La Terrasse

"La culture est une résistance à la distraction" Pasolini

Théâtre - Entretien

Nicolas Lambert / Le Maniement des larmes

Nicolas Lambert / Le Maniement des larmes - Critique sortie Théâtre Paris Théâtre de Belleville
Crédit photo : Un Pas de Côté / Erwan Temple

Théâtre de Belleville / de et par Nicolas Lambert

Publié le 30 août 2016 - N° 246

Nicolas Lambert présente le dernier volet de la trilogie Bleu-Blanc-Rouge : après le pétrole et le nucléaire, il enquête sur la troisième source de richesse française, l’armement. Au cœur de « l’a-démocratie », le théâtre résiste comme un des derniers médias libres.

« Douze mille mots, deux heures, trois parties et que des faits. »

 Quelle est l’actualité de ce spectacle et des questions qu’il soulève ?

Nicolas Lambert : Après l’avoir créé en octobre dernier à Mâcon, nous l’avons joué à partir du 13 novembre au Grand Parquet : les attentats avaient vidé la salle et très peu de gens l’ont vu. Pourtant, ce spectacle soulève des questions qui sont au cœur de l’actualité. Si nous abandonnons ces questions – et en particulier celles qui concernent la défense – à la partie la plus autoritaire de l’échiquier politique, il faut en accepter les résultats ! Or, même si c’est le mantra du moment, ce n’est pas parce que la France est ce qu’elle est, que lui arrive aujourd’hui ce qui lui arrive, mais bien à cause de ce qu’elle fait. Quand un camion massacre des dizaines de personnes à Nice et que le président de la République intervient une heure après à la télévision pour annoncer l’intensification des bombardements en Irak et en Syrie, il n’est pas sûr que les citoyens se rendent compte qu’on continue de bombarder des pays souverains en leur nom… Et il est encore moins sûr que cette politique-là, menée depuis vingt-cinq ans, soit efficace.

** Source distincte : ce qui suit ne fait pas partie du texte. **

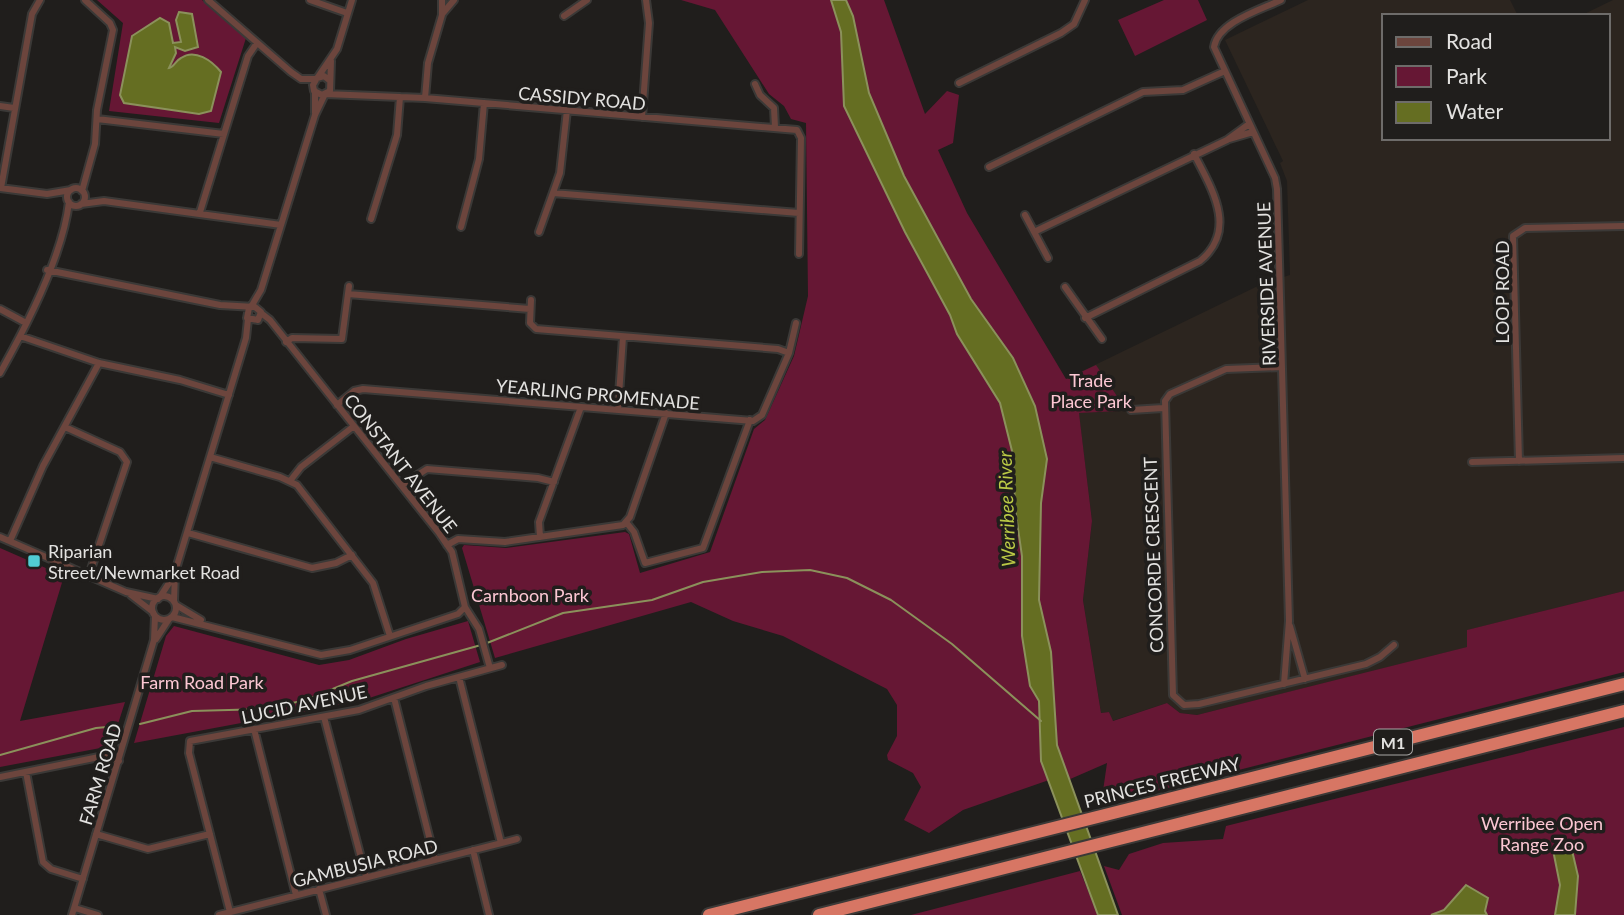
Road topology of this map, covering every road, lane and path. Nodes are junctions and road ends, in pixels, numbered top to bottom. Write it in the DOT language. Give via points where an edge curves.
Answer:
graph roads {
  1 [pos="85,0"];
  2 [pos="208,0"];
  3 [pos="310,0"];
  4 [pos="352,0"];
  5 [pos="444,0"];
  6 [pos="454,0"];
  7 [pos="587,0"];
  8 [pos="646,0"];
  9 [pos="1084,0"];
  10 [pos="1281,0"];
  11 [pos="35,2"];
  12 [pos="347,13"];
  13 [pos="442,15"];
  14 [pos="564,16"];
  15 [pos="257,43"];
  16 [pos="331,60"];
  17 [pos="1224,71"];
  18 [pos="291,72"];
  19 [pos="317,78"];
  20 [pos="330,81"];
  21 [pos="959,83"];
  22 [pos="755,84"];
  23 [pos="315,91"];
  24 [pos="325,94"];
  25 [pos="362,94"];
  26 [pos="400,97"];
  27 [pos="425,98"];
  28 [pos="484,103"];
  29 [pos="0,106"];
  30 [pos="14,108"];
  31 [pos="567,110"];
  32 [pos="315,115"];
  33 [pos="642,117"];
  34 [pos="97,119"];
  35 [pos="1250,124"];
  36 [pos="775,127"];
  37 [pos="1253,132"];
  38 [pos="224,134"];
  39 [pos="1227,140"];
  40 [pos="1194,154"];
  41 [pos="989,167"];
  42 [pos="85,172"];
  43 [pos="1,188"];
  44 [pos="72,189"];
  45 [pos="82,192"];
  46 [pos="553,193"];
  47 [pos="47,194"];
  48 [pos="68,201"];
  49 [pos="104,201"];
  50 [pos="80,205"];
  51 [pos="200,212"];
  52 [pos="799,213"];
  53 [pos="1025,215"];
  54 [pos="371,219"];
  55 [pos="66,222"];
  56 [pos="281,225"];
  57 [pos="1624,226"];
  58 [pos="461,227"];
  59 [pos="539,232"];
  60 [pos="1034,232"];
  61 [pos="799,254"];
  62 [pos="1048,258"];
  63 [pos="47,270"];
  64 [pos="349,286"];
  65 [pos="1065,287"];
  66 [pos="261,290"];
  67 [pos="348,294"];
  68 [pos="531,300"];
  69 [pos="229,306"];
  70 [pos="250,307"];
  71 [pos="0,309"];
  72 [pos="530,309"];
  73 [pos="261,312"];
  74 [pos="1085,317"];
  75 [pos="252,320"];
  76 [pos="26,323"];
  77 [pos="796,323"];
  78 [pos="276,328"];
  79 [pos="20,336"];
  80 [pos="623,337"];
  81 [pos="1102,339"];
  82 [pos="286,342"];
  83 [pos="789,353"];
  84 [pos="99,363"];
  85 [pos="1282,367"];
  86 [pos="0,373"];
  87 [pos="229,395"];
  88 [pos="337,405"];
  89 [pos="581,407"];
  90 [pos="1163,408"];
  91 [pos="618,410"];
  92 [pos="1131,410"];
  93 [pos="666,414"];
  94 [pos="750,420"];
  95 [pos="354,426"];
  96 [pos="65,427"];
  97 [pos="210,457"];
  98 [pos="1624,458"];
  99 [pos="1519,461"];
  100 [pos="1472,462"];
  101 [pos="290,481"];
  102 [pos="554,482"];
  103 [pos="402,485"];
  104 [pos="626,522"];
  105 [pos="187,533"];
  106 [pos="0,537"];
  107 [pos="540,537"];
  108 [pos="10,541"];
  109 [pos="447,545"];
  110 [pos="352,555"];
  111 [pos="175,572"];
  112 [pos="89,575"];
  113 [pos="126,592"];
  114 [pos="159,598"];
  115 [pos="175,603"];
  116 [pos="465,607"];
  117 [pos="155,614"];
  118 [pos="171,618"];
  119 [pos="1289,621"];
  120 [pos="209,624"];
  121 [pos="390,636"];
  122 [pos="155,640"];
  123 [pos="1394,645"];
  124 [pos="502,665"];
  125 [pos="490,668"];
  126 [pos="459,677"];
  127 [pos="1305,679"];
  128 [pos="1284,684"];
  129 [pos="1624,684"];
  130 [pos="394,698"];
  131 [pos="1624,711"];
  132 [pos="324,717"];
  133 [pos="254,729"];
  134 [pos="119,761"];
  135 [pos="26,772"];
  136 [pos="0,777"];
  137 [pos="96,834"];
  138 [pos="210,834"];
  139 [pos="517,839"];
  140 [pos="501,843"];
  141 [pos="473,850"];
  142 [pos="435,860"];
  143 [pos="366,877"];
  144 [pos="83,879"];
  145 [pos="319,889"];
  146 [pos="296,895"];
  147 [pos="73,911"];
  148 [pos="230,912"];
  149 [pos="99,915"];
  150 [pos="219,915"];
  151 [pos="326,915"];
  152 [pos="489,915"];
  153 [pos="709,915"];
  154 [pos="820,915"];
  1 -- 34 [label="street" via="113,30"];
  2 -- 15 [label="street"];
  3 -- 12 [label="street"];
  4 -- 12 [label="street"];
  5 -- 6 [label="street"];
  5 -- 13 [label="street"];
  6 -- 13 [label="street"];
  7 -- 14 [label="street"];
  8 -- 33 [label="street" via="649,23"];
  9 -- 21 [label="street" via="1073,23 1061,33"];
  10 -- 17 [label="street, RIVERSIDE AVENUE" via="1215,37 1216,55"];
  11 -- 30 [label="street"];
  12 -- 16 [label="street"];
  13 -- 27 [label="street" via="428,62"];
  15 -- 18 [label="street"];
  15 -- 38 [label="street" via="248,56"];
  16 -- 19 [label="street"];
  16 -- 20 [label="street"];
  17 -- 35 [label="street, RIVERSIDE AVENUE"];
  17 -- 41 [label="street" via="1183,90 1143,92"];
  18 -- 19 [label="street, CASSIDY ROAD" via="301,79"];
  18 -- 23 [label="street"];
  19 -- 20 [label="street, CASSIDY ROAD"];
  19 -- 23 [label="street"];
  20 -- 24 [label="street" via="330,91"];
  20 -- 25 [label="street, CASSIDY ROAD"];
  22 -- 36 [label="street" via="776,112"];
  23 -- 24 [label="street, CASSIDY ROAD"];
  23 -- 32 [label="street"];
  24 -- 25 [label="street, CASSIDY ROAD"];
  24 -- 32 [label="street"];
  25 -- 26 [label="street, CASSIDY ROAD"];
  26 -- 27 [label="street, CASSIDY ROAD"];
  26 -- 54 [label="street" via="397,135"];
  27 -- 28 [label="street, CASSIDY ROAD"];
  28 -- 31 [label="street, CASSIDY ROAD"];
  28 -- 58 [label="street" via="480,159"];
  29 -- 30 [label="street"];
  30 -- 43 [label="street"];
  31 -- 33 [label="street, CASSIDY ROAD"];
  31 -- 46 [label="street" via="560,173"];
  32 -- 56 [label="street"];
  33 -- 36 [label="street, CASSIDY ROAD"];
  34 -- 38 [label="street"];
  34 -- 42 [label="street" via="96,144"];
  35 -- 37 [label="street, RIVERSIDE AVENUE"];
  35 -- 39 [label="street"];
  36 -- 52 [label="street, CASSIDY ROAD" via="799,131"];
  37 -- 39 [label="street"];
  37 -- 85 [label="street, RIVERSIDE AVENUE" via="1276,183"];
  38 -- 51 [label="street"];
  39 -- 40 [label="street"];
  40 -- 60 [label="street"];
  40 -- 74 [label="street" via="1220,211 1220,232 1212,249 1200,261"];
  42 -- 44 [label="street"];
  42 -- 45 [label="street"];
  43 -- 47 [label="street"];
  44 -- 45 [label="street"];
  44 -- 47 [label="street"];
  44 -- 48 [label="street"];
  45 -- 49 [label="street"];
  45 -- 50 [label="street"];
  46 -- 52 [label="street"];
  46 -- 59 [label="street"];
  47 -- 48 [label="street"];
  48 -- 50 [label="street"];
  48 -- 55 [label="street"];
  49 -- 50 [label="street"];
  49 -- 51 [label="street"];
  50 -- 55 [label="street"];
  51 -- 56 [label="street"];
  52 -- 61 [label="street"];
  53 -- 60 [label="street"];
  55 -- 63 [label="street"];
  56 -- 66 [label="street"];
  57 -- 99 [label="street, LOOP ROAD" via="1525,228 1513,236"];
  60 -- 62 [label="street"];
  63 -- 69 [label="street"];
  63 -- 76 [label="street"];
  64 -- 67 [label="street"];
  65 -- 74 [label="street"];
  66 -- 70 [label="street"];
  66 -- 73 [label="street"];
  67 -- 72 [label="street"];
  67 -- 82 [label="street" via="342,339 292,338"];
  68 -- 72 [label="street"];
  69 -- 70 [label="street"];
  69 -- 75 [label="street"];
  70 -- 73 [label="street"];
  70 -- 75 [label="street"];
  71 -- 76 [label="street"];
  72 -- 80 [label="street" via="532,327"];
  73 -- 75 [label="street"];
  73 -- 78 [label="street, CONSTANT AVENUE"];
  74 -- 81 [label="street"];
  75 -- 78 [label="street"];
  75 -- 87 [label="street"];
  76 -- 79 [label="street"];
  77 -- 83 [label="street"];
  78 -- 82 [label="street, CONSTANT AVENUE"];
  79 -- 84 [label="street"];
  79 -- 86 [label="street"];
  80 -- 83 [label="street"];
  80 -- 91 [label="street"];
  82 -- 88 [label="street, CONSTANT AVENUE"];
  83 -- 94 [label="street" via="762,415"];
  84 -- 87 [label="street"];
  84 -- 96 [label="street"];
  85 -- 90 [label="street" via="1219,371 1170,394"];
  85 -- 119 [label="street, RIVERSIDE AVENUE"];
  87 -- 97 [label="street"];
  88 -- 89 [label="street, YEARLING PROMENADE" via="363,389"];
  88 -- 95 [label="street, CONSTANT AVENUE"];
  89 -- 91 [label="street, YEARLING PROMENADE"];
  89 -- 102 [label="street"];
  90 -- 92 [label="street"];
  90 -- 128 [label="street, CONCORDE CRESCENT" via="1173,695 1184,705 1192,705"];
  91 -- 93 [label="street, YEARLING PROMENADE"];
  93 -- 94 [label="street, YEARLING PROMENADE"];
  93 -- 104 [label="street"];
  94 -- 104 [label="street" via="703,548 645,563"];
  95 -- 101 [label="street"];
  95 -- 103 [label="street, CONSTANT AVENUE"];
  96 -- 108 [label="street"];
  96 -- 112 [label="street" via="120,452 127,462"];
  97 -- 101 [label="street"];
  97 -- 105 [label="street"];
  98 -- 99 [label="street"];
  99 -- 100 [label="street"];
  101 -- 110 [label="street"];
  102 -- 103 [label="street" via="427,469"];
  102 -- 107 [label="street" via="539,522"];
  103 -- 109 [label="street, CONSTANT AVENUE"];
  104 -- 107 [label="street"];
  105 -- 110 [label="street" via="312,568"];
  105 -- 111 [label="street"];
  106 -- 108 [label="street"];
  107 -- 109 [label="street" via="505,542 463,539"];
  108 -- 112 [label="street"];
  109 -- 116 [label="street, CONSTANT AVENUE"];
  110 -- 121 [label="street" via="373,583"];
  111 -- 114 [label="street"];
  111 -- 115 [label="street"];
  112 -- 113 [label="street"];
  113 -- 114 [label="street"];
  113 -- 117 [label="street"];
  114 -- 115 [label="street"];
  114 -- 117 [label="street, FARM ROAD"];
  115 -- 118 [label="street, FARM ROAD"];
  115 -- 120 [label="street"];
  116 -- 121 [label="street" via="458,614"];
  116 -- 125 [label="street, CONSTANT AVENUE" via="475,619"];
  117 -- 118 [label="street"];
  117 -- 122 [label="street, FARM ROAD"];
  118 -- 120 [label="street"];
  118 -- 122 [label="street, FARM ROAD"];
  119 -- 127 [label="street, RIVERSIDE AVENUE"];
  119 -- 128 [label="street, RIVERSIDE AVENUE"];
  120 -- 121 [label="street" via="321,655"];
  122 -- 134 [label="street, FARM ROAD"];
  123 -- 127 [label="street, CONCORDE CRESCENT" via="1367,664"];
  124 -- 125 [label="street, LUCID AVENUE"];
  125 -- 126 [label="street, LUCID AVENUE"];
  126 -- 130 [label="street, LUCID AVENUE"];
  126 -- 140 [label="street"];
  127 -- 128 [label="street, CONCORDE CRESCENT"];
  129 -- 153 [label="highway, PRINCES FREEWAY / M1"];
  130 -- 132 [label="street, LUCID AVENUE"];
  130 -- 142 [label="street"];
  131 -- 154 [label="highway, M1"];
  132 -- 133 [label="street, LUCID AVENUE"];
  132 -- 143 [label="street"];
  133 -- 138 [label="street, LUCID AVENUE" via="190,741 189,753"];
  133 -- 146 [label="street"];
  134 -- 135 [label="street" via="104,756"];
  134 -- 137 [label="street, FARM ROAD"];
  135 -- 136 [label="street"];
  135 -- 144 [label="street" via="43,862"];
  137 -- 138 [label="street" via="148,849"];
  137 -- 144 [label="street, FARM ROAD"];
  138 -- 148 [label="street"];
  139 -- 140 [label="street, GAMBUSIA ROAD"];
  140 -- 141 [label="street, GAMBUSIA ROAD"];
  141 -- 142 [label="street, GAMBUSIA ROAD"];
  141 -- 152 [label="street"];
  142 -- 143 [label="street, GAMBUSIA ROAD"];
  143 -- 145 [label="street, GAMBUSIA ROAD"];
  144 -- 147 [label="street, FARM ROAD"];
  145 -- 146 [label="street, GAMBUSIA ROAD"];
  145 -- 151 [label="street"];
  146 -- 148 [label="street, GAMBUSIA ROAD"];
  147 -- 149 [label="street"];
  148 -- 150 [label="street, GAMBUSIA ROAD"];
}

Le constat est cruel et pourtant implacable : comme on le dit dans les couloirs des services secrets, il y a plus de gens qui vivent du terrorisme que de gens qui en meurent… C’est un point aveugle pour bon nombre d’entre nous, qui rechignons à interroger la situation et préférons laisser les politiques s’en occuper, pour le pire plutôt que pour le meilleur.

S’agit-il de se faire lanceur d’alerte avec ce spectacle ?

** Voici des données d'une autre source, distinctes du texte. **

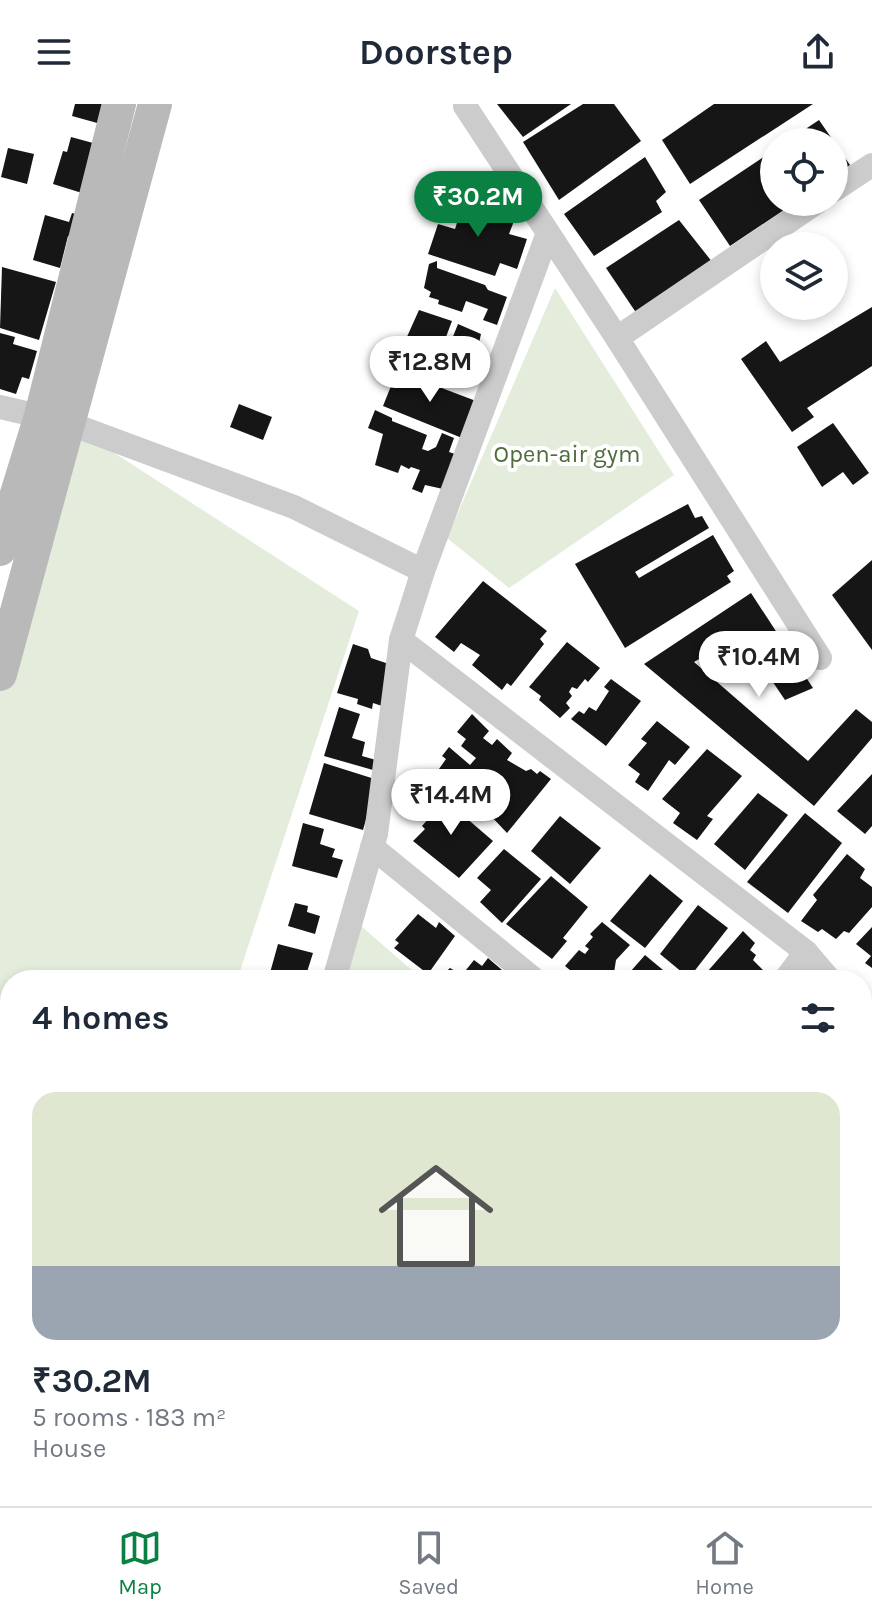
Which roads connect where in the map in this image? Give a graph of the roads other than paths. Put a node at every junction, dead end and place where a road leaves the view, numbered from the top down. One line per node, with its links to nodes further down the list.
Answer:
1 (119, 104): 10 (street)
2 (155, 104): 10 (street)
3 (465, 106): 7 (street)
4 (872, 165): 5 (street)
5 (848, 181)
6 (796, 216): 8 (street)
7 (548, 233): 8 (street); 12 (street)
8 (617, 338): 14 (street)
9 (0, 407): 10 (street)
10 (54, 419): 11 (street); 12 (street); 15 (street)
11 (0, 549)
12 (423, 571): 13 (street)
13 (401, 640): 16 (street); 17 (street)
14 (820, 658)
15 (0, 674)
16 (372, 847): 18 (street); 19 (street)
17 (806, 952): 20 (street); 21 (street)
18 (337, 970)
19 (523, 970)
20 (792, 970)
21 (821, 970)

N. L. : Je débusque les questions qu’on doit se poser et je propose des éléments qui permettent d’y réfléchir : sur notre légitimité à exploiter le pétrole et à imposer le nucléaire, et sur la façon dont le pouvoir finance sa vie politique par la vente d’armes. J’ai évidemment des opinions, mais je ne les impose pas au plateau, ce n’est pas mon métier d’homme de théâtre. La Défense nationale doit-elle servir à autre chose qu’à défendre la nation ? La question semble tautologique, mais il n’est pourtant pas inintéressant de la poser ! Quand la France intervient dans des pays aux importantes ressources énergétiques, est-ce vraiment pour des raisons humanitaires ? La France n’intervient que dans des pays énergétiques, et pourtant, il n’y a pas que ceux-là qui ont des problèmes de démocratie ! Quand François Hollande devient chef de guerre au Mali, en Centrafrique, etc., jusqu’en Lybie, il faudrait peut-être tenir au courant le peuple souverain des résultats et des possibles conséquences de ces actes. Le peuple est en droit de poser des questions, et le théâtre a le devoir de se saisir de la scène comme un des derniers médias libres. Il faut interroger le pouvoir. Nous avons une vraie responsabilité dans ce qui nous arrive. Si on laisse les industriels et les marchands de canons nous informer, et qu’on laisse faire les politiques qu’ils financent, il ne faut pas s’étonner de ce qui nous arrive.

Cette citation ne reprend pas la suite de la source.